Hi Everyone,
I love the way OSMC works, especially with the Yatse remote app. The scrubber for Movies works so well. However it is the TV episodes where I have issues. The main reason is I had them names like,
[tv series].S[01]E[01]
Where I think the built in scubber (or whatever it’s called) works the opposite i.e.
S[01]E[01].[tv series]
The biggest problem is that I have far too many files to rename in order to take advantage of it and I’ve held off doing it in case you implement a scrubber that can read the file names like how Boxee used to [tv series].S[01]E[01] .
How likely are you to make this change though and most files that I get my hands on are already named this way to start with.
I see I see,
It’s not the naming convention where my problem is. It’s the folder structure. I had folders listed 0-Z followed by the TV series > Season > file. Which makes easy referencing but the top folder can be read at the TV show name instead of the folder below it which has the actual name.
TV Shows
|–0-Z
|…|–TV Show 1
|…|–Season
|…|–Files
I know you can ignore some folder or specify that a folder contains one tv show but in the past that hasn’t worked for me and I still had TV shows either starting with Zero (0) or a letter of the alphabet.
For the sake or easily storing and referencing I’d like to keep on doing it this way if I can get the scraper to read it correctly. Any other suggestions?
I think - if I’m understanding correctly - that making the 0-Z folder(s) your sources instead of the parent “TV Shows” folder, that should get past the problem.
Your tv show titled folders should be directly below the source you’re adding. Kodi doesn’t care what that source folder is called, just that your tv show folders are right there without it having to go digging through subdirectories looking.
I started to make the extra defined directories and it started to work a lot better. I was getting 12 Monkeys and 30 Rock showing up and looking nice and organised. Then for some reason I get Tosh.0 which is something I don’t have so unless I need to tell it to clear the library a different way then I’ve been doing it might still be reading the top folder?
If you use a media manager to save .nfo files to your directories then you could probably define scrapers as “local content only” and have your shows show correctly with your current directory structure. Note that I’m not 100% sure if this will work but it’s worth trying.
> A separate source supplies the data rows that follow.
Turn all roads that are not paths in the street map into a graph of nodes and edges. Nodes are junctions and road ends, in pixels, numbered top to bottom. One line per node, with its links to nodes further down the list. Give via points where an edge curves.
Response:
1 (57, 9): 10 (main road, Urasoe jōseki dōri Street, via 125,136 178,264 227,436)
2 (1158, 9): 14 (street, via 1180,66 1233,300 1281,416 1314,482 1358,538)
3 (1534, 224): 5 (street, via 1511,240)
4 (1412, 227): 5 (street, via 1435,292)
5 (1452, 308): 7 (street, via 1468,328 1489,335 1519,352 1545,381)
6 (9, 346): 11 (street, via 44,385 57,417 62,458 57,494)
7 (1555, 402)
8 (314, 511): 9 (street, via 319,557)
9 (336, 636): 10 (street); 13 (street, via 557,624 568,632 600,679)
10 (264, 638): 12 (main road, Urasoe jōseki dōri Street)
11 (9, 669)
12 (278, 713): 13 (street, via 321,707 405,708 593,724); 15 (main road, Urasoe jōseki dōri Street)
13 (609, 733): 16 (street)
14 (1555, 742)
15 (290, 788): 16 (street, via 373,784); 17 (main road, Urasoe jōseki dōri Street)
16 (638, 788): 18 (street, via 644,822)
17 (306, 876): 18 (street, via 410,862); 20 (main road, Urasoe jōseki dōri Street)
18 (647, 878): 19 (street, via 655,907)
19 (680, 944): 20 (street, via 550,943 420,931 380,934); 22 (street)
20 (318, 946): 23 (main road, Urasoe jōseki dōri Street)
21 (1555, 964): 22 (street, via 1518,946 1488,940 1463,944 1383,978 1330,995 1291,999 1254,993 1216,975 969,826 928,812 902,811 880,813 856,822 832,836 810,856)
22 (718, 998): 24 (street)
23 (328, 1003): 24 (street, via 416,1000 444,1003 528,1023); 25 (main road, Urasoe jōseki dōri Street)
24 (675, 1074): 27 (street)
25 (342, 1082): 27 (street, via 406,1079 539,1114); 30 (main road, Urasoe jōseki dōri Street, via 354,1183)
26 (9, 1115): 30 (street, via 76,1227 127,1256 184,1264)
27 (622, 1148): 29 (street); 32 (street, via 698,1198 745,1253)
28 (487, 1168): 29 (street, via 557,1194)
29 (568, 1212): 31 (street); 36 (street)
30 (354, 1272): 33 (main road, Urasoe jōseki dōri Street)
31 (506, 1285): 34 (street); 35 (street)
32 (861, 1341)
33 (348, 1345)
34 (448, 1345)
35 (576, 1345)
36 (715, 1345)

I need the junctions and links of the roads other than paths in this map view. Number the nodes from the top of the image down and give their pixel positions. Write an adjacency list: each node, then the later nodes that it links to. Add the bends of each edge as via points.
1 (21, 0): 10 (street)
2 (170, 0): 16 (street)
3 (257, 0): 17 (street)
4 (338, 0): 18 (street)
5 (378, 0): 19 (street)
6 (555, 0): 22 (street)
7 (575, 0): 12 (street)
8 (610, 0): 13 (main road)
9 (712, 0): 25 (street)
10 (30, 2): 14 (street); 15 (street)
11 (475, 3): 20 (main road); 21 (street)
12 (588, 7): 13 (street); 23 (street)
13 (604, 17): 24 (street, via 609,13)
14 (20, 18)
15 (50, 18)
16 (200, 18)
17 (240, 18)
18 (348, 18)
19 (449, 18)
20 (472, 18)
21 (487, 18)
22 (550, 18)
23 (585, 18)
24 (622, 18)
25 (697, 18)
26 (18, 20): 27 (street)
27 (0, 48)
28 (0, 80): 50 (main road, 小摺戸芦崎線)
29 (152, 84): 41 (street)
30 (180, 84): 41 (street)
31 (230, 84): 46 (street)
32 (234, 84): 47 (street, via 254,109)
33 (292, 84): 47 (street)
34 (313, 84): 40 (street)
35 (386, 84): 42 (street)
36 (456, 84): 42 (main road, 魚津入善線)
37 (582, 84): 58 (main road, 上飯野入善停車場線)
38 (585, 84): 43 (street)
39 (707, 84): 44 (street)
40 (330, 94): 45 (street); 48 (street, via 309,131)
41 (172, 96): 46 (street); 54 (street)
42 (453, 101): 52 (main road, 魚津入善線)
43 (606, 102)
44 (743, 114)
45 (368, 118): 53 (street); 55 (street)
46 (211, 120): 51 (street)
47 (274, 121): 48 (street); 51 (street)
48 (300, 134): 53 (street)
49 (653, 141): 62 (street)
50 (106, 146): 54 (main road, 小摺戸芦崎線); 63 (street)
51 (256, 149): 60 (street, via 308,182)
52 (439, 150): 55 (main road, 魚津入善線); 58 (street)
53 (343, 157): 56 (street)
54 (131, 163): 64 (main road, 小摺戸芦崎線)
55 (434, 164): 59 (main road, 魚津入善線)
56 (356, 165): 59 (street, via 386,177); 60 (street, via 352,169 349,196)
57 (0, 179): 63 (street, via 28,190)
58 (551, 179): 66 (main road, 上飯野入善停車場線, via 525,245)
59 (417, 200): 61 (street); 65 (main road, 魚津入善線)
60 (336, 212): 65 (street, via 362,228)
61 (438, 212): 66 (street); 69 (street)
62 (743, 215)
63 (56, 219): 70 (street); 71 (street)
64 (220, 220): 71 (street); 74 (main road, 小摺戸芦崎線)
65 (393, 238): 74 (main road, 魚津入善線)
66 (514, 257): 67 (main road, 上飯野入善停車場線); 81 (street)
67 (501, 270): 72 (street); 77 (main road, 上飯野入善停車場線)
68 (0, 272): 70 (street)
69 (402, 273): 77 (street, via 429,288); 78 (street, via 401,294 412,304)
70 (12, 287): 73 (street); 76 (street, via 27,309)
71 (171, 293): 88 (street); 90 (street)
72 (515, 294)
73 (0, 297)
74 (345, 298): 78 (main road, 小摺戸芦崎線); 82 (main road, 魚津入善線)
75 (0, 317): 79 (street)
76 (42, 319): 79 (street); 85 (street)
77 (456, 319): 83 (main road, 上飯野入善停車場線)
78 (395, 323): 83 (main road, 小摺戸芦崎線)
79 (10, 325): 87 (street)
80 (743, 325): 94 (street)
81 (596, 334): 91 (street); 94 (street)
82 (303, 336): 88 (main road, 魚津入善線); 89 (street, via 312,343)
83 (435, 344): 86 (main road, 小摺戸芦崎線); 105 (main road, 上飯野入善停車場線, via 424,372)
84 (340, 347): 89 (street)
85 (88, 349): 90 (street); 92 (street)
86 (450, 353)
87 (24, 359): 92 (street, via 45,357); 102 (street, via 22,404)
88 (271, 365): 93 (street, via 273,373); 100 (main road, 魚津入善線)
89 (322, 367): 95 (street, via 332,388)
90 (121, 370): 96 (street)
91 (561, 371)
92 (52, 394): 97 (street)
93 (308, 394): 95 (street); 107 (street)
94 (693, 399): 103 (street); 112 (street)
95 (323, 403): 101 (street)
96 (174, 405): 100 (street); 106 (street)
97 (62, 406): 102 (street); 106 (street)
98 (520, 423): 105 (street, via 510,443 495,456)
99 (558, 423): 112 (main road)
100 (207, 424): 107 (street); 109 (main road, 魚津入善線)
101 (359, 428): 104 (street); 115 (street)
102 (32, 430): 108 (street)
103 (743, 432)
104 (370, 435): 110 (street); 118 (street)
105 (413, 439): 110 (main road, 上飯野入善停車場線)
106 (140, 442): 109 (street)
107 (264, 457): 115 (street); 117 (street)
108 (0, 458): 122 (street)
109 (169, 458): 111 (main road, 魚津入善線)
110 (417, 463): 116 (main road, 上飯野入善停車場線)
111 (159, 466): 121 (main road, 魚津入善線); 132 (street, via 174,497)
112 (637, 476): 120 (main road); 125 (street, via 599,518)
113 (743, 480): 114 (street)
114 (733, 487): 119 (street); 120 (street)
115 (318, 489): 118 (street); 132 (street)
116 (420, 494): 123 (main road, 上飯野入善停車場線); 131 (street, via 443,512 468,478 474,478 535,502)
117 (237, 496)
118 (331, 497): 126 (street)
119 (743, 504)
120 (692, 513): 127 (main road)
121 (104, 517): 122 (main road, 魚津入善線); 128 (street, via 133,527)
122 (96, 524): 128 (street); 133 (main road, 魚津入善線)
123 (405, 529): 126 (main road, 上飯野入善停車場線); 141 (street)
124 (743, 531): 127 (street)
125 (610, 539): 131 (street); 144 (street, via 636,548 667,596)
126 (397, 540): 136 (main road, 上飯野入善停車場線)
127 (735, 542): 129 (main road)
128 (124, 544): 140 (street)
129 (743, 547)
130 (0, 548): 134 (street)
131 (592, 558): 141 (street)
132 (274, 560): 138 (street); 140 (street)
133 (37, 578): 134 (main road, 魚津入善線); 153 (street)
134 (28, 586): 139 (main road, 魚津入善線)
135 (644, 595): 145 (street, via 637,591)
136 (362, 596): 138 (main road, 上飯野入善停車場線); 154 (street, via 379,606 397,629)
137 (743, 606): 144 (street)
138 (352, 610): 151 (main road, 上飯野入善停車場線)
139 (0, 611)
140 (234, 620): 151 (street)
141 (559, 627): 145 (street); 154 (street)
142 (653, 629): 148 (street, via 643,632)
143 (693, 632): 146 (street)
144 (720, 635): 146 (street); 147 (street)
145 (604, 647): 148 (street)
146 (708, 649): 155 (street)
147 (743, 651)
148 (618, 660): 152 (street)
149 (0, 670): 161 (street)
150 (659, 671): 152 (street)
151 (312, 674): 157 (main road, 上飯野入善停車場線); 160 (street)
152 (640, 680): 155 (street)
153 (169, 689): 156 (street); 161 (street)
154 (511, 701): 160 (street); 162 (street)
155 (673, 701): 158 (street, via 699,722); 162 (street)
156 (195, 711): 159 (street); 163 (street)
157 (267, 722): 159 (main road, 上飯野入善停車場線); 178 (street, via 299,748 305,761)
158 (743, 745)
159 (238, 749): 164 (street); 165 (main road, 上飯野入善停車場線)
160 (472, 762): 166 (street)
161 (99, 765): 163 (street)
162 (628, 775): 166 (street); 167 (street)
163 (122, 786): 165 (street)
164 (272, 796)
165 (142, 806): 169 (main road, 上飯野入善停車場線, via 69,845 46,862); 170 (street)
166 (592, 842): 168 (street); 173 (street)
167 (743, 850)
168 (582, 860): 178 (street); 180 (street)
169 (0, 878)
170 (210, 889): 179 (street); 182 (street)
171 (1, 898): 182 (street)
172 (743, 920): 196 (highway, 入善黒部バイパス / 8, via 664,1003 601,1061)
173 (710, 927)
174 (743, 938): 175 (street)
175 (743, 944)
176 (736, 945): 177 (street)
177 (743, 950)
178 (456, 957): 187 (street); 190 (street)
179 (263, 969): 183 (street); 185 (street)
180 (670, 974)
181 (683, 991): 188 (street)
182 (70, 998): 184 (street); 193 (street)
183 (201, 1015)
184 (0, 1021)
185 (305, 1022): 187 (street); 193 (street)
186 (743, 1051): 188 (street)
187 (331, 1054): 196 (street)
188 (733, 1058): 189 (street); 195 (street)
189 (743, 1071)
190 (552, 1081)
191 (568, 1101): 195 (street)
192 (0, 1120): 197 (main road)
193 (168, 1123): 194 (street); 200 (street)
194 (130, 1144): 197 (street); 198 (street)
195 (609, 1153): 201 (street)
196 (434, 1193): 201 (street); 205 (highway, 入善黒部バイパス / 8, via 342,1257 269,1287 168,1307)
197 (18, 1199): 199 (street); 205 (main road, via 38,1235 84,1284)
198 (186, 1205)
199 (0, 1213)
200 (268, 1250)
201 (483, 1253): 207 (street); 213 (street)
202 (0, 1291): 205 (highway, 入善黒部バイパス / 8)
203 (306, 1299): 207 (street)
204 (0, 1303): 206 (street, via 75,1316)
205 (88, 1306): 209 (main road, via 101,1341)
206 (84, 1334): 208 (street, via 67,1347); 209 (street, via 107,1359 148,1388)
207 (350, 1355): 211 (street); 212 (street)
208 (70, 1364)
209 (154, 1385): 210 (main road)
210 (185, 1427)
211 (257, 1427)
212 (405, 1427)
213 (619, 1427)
So i read through this thread and i’m still a little confused. I’m using TVHeadEnd (TVHE) for my DVR functionality. The only configurations/settings i can seem to find in the TVHE server web interface for file naming is “Make Subdirectories Per Title” and “Include Episode In Filename”. When enabled, i get a subdirectory which is named the same name as the show, and then i get a file name such as Scorpion.E37.ts. So, i enable absolute episode (one season) setting in the TVDB addon. In this event, The TVDB addon doesn’t seem to find anything. Using the Kodi naming convention as specified in the link provided by @ActionA, it would seem that the file name should be Scorpion.ep37.ts (note the additional character, ‘p’). However, The TVDB addon still doesn’t find anything.
But if i go to thetvdb.org and find that episode, i find that it is actually season 2 episode 15. So i name the file Scorpion.s02e15.ts and what do you know, TVDB addon finds it and loads the metadata.
So, does anybody know of a setting that i’m missing to get the TVDB addon to use the absolute episode number (preferably in the format that TVHE uses, which is an ‘E’ followed by the absolute episode number)?
Ok, posted to the tvheadend forums… we’ll see what happens. If someone responds, and my issue is resolved, i will post back here with the update. If no update, and you are reading this thread and have insight, please feel free to post as i’m probably still stuck.